- Activity
Wherever a line in the data below holds "MADRES", copy that line.

- Task data
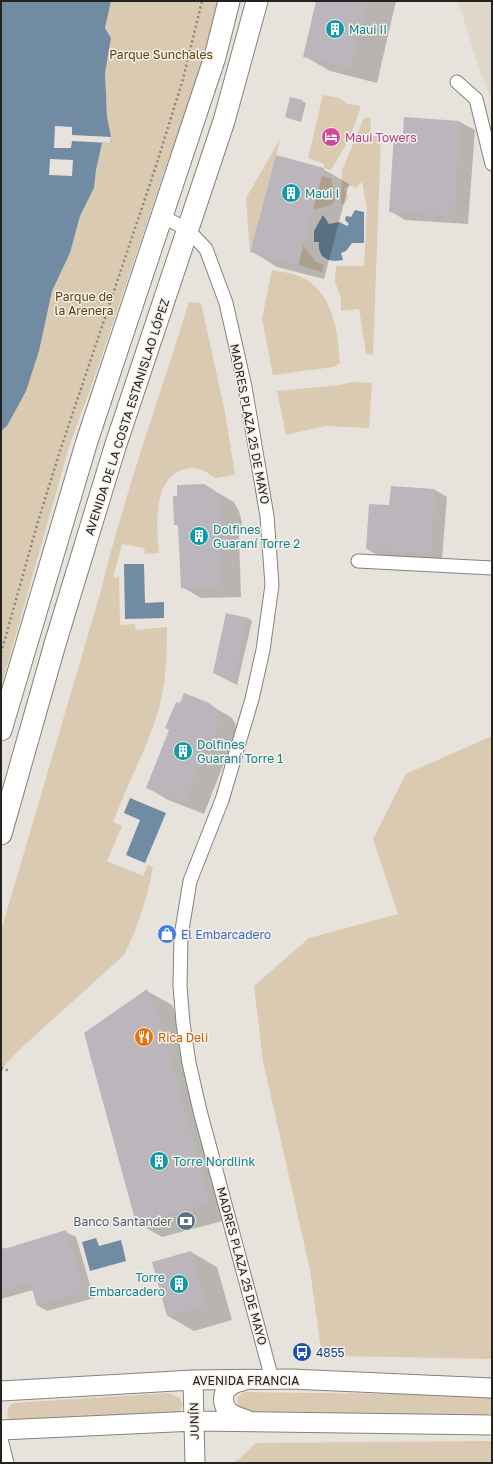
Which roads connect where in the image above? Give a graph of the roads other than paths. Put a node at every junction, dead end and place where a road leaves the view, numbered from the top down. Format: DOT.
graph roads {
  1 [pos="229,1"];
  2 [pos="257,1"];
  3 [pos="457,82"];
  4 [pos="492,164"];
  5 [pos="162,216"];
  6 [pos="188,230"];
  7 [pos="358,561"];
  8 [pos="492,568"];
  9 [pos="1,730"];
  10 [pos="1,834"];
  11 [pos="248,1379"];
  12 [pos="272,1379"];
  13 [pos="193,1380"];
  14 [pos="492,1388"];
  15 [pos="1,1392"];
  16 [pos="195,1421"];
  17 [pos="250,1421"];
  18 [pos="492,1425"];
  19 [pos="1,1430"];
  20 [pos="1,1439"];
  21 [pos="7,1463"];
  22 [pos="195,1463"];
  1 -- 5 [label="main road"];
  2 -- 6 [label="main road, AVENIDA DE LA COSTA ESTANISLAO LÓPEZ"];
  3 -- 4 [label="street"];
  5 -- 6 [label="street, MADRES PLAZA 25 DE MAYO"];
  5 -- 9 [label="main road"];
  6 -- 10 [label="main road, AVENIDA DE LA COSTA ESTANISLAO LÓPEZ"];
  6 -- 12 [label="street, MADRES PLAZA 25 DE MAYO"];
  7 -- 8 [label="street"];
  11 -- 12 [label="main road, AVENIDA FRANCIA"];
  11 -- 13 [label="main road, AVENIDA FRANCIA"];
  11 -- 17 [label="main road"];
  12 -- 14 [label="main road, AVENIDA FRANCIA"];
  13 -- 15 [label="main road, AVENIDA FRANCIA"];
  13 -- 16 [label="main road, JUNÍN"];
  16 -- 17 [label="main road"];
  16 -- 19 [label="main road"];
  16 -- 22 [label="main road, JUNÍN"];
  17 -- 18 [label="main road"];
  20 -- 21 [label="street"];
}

--

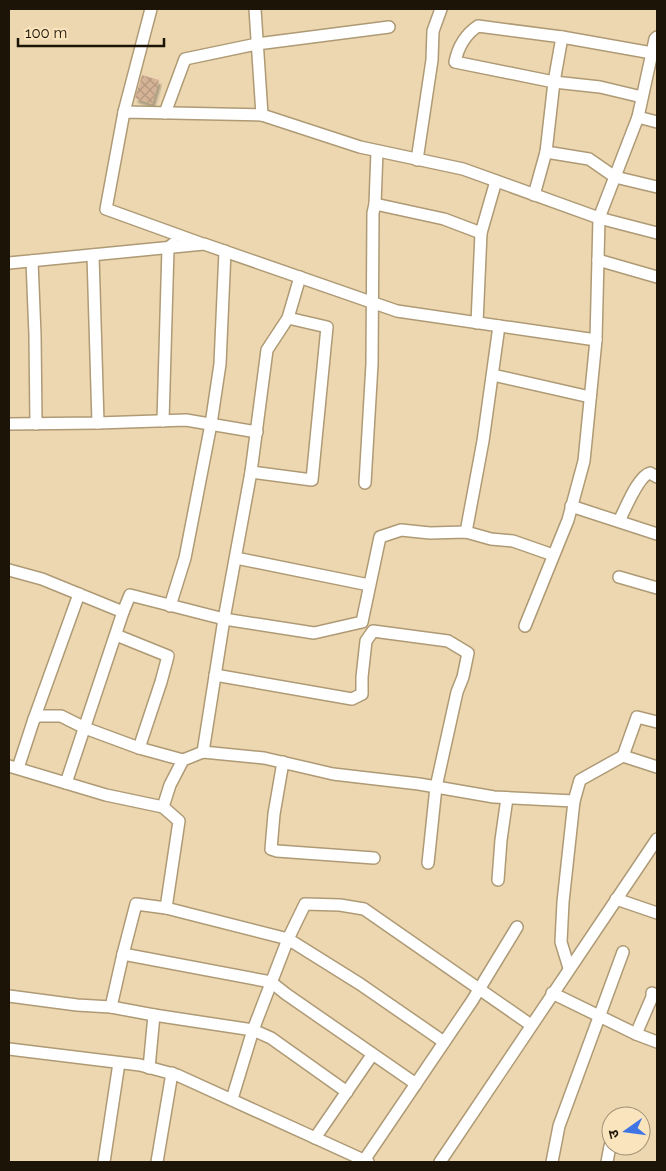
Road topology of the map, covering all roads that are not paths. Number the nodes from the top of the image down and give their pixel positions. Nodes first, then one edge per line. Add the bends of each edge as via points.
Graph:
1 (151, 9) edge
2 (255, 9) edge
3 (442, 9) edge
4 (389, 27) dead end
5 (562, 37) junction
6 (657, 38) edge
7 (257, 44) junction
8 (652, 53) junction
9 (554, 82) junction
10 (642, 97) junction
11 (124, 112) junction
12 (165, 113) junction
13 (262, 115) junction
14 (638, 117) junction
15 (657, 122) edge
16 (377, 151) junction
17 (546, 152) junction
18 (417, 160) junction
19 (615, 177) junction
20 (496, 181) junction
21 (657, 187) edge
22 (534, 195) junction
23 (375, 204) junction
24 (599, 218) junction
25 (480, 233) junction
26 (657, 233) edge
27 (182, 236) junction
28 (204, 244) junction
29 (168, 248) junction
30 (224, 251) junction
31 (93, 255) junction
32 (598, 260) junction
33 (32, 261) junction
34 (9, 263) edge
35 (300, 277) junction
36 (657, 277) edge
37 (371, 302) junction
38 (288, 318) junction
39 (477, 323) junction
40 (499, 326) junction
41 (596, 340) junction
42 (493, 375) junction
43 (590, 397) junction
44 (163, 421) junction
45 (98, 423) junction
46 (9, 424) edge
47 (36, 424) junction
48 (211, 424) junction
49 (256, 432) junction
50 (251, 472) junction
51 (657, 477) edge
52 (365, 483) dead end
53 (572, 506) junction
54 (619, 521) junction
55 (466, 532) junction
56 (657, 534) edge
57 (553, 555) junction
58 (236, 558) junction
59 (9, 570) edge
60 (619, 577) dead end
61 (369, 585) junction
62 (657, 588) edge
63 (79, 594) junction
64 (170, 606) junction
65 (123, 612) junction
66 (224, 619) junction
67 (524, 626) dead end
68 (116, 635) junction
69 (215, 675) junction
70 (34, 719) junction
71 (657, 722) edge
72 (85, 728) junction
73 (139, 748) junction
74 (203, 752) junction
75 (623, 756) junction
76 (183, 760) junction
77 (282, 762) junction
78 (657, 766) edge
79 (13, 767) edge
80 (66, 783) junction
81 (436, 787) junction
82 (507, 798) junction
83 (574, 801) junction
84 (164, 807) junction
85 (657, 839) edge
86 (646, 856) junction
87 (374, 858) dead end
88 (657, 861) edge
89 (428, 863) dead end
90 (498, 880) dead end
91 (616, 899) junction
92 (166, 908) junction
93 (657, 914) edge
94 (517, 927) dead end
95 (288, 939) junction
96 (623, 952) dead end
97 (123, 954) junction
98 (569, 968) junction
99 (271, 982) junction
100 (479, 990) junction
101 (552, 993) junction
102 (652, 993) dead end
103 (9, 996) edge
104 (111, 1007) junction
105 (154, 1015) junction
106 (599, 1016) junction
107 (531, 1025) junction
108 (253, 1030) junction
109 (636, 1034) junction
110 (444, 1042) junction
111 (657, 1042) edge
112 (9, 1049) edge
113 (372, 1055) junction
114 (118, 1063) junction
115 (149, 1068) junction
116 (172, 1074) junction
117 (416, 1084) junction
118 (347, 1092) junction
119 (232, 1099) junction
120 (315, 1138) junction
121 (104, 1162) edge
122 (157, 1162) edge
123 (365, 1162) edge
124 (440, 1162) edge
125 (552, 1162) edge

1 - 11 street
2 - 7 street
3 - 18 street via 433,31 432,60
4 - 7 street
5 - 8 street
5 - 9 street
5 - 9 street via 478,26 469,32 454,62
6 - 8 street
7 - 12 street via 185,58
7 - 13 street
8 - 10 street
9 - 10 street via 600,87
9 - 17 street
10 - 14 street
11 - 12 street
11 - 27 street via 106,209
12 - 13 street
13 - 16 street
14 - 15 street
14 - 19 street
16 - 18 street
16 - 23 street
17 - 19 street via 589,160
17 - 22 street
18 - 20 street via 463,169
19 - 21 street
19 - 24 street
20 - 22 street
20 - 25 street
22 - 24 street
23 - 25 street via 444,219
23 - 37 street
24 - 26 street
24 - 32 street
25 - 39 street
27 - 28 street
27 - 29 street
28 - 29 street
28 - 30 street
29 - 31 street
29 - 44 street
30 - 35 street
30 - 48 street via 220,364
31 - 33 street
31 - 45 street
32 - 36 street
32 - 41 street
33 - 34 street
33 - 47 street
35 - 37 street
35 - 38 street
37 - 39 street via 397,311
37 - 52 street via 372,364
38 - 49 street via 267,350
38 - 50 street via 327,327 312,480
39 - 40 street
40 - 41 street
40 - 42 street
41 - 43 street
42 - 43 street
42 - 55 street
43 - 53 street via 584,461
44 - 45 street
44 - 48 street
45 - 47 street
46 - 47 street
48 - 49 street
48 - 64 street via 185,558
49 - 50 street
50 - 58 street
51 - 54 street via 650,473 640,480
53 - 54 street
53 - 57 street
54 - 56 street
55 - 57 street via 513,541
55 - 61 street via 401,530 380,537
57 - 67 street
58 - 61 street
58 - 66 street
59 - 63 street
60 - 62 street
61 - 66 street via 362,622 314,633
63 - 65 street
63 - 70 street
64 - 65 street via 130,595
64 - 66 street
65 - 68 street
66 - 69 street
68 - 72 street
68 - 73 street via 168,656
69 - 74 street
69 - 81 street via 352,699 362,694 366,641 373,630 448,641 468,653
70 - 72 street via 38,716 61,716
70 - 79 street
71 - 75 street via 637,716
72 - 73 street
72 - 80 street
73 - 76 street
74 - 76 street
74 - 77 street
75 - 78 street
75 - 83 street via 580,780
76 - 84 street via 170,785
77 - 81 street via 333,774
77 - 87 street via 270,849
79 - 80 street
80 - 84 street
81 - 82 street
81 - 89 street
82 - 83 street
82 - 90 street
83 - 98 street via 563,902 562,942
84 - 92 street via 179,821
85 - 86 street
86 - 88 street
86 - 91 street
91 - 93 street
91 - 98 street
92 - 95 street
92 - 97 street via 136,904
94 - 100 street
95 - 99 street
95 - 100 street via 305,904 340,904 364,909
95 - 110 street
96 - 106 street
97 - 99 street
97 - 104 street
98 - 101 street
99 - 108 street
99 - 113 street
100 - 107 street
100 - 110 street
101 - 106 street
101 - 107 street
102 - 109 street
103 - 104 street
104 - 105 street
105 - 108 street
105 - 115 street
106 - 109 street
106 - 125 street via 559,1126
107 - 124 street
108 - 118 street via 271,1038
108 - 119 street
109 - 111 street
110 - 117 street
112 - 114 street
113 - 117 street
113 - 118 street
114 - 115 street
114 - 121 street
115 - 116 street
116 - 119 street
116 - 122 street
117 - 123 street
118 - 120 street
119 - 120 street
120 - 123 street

- Completed exercise
  5 -- 6 [label="street, MADRES PLAZA 25 DE MAYO"];
  6 -- 12 [label="street, MADRES PLAZA 25 DE MAYO"];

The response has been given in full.